1. What types of fish can be seen through the visitor viewing windows at the Bonneville Dam?

    • Answer

      Both salmon and steelhead trout can be seen from the Bonneville Visitor Center.

  2. What kind of energy does the Bonneville Dam generate? Who has access to this energy?

    • Answer

      The Bonneville Dam is a hydroelectric dam. The running water from the Columbia River is converted into electrical energy. This inexpensive energy is used to power the region between Portland, Oregon and Vancouver, Washington.

  3. What is the purpose of a fish ladder?

    • Answer

      A fish ladder is used to help fish continue their migration patterns instead of being stopped by the barrier of the dam.

  4. Look at the photo. A lot of water rushes through the Bonneville Dam gates. How much water passes through at one time?

    • Answer

      In the first powerhouse, 96,667 gallons/second of water pass through. This is enough to fill an average three-bedroom home in one second.
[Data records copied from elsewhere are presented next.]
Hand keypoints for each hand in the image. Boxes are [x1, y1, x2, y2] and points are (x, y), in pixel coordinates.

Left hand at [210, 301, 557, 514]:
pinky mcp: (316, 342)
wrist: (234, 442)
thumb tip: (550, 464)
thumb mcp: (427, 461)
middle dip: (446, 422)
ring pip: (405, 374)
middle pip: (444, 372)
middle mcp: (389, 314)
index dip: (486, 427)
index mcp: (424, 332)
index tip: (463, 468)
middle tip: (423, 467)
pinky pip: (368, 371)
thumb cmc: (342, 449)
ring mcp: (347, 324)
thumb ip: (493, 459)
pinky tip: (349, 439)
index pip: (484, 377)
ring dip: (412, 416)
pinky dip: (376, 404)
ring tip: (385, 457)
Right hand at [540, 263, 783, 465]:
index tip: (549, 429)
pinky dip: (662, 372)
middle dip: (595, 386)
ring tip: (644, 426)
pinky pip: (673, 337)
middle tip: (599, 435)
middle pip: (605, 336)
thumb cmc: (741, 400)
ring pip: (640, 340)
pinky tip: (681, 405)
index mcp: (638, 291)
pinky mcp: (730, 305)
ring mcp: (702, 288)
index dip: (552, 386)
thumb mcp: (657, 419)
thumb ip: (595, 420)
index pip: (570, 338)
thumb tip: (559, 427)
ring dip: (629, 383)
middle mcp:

  • The Bonneville Dam spans the width of the Columbia River. The Columbia River runs along the boundary between Oregon and Washington, so one side of the Bonneville Dam is in Multnomah County, Oregon, while the other side is in Skamania County, Washington.
  • The Bonneville Dam is hydroelectric, which means that running water is converted into energy. Since 1938, the Bonneville Dam has provided inexpensive electrical energy to the region.
  • The U.S. Army Corps of Engineers operates and maintains the Bonneville Dam year round.
  • The Bonneville Dam has several fish ladders, a large visitor center, and several viewing windows where salmon and steelhead trout runs can be seen.
Bonneville Dam

series of hydroelectric dams and locks across the Columbia River in the U.S. states of Oregon and Washington.

clean energy

electrical energy that does not pollute the atmosphere, water, or earth.

Columbia River

(1,955 kilometers/1,214 miles) river in western Canada and the U.S., draining into the Pacific Ocean.

fish ladder

series of steps overflowing with water, where fish can migrate upstream around a barrier such as a dam.


having to do with water or water systems.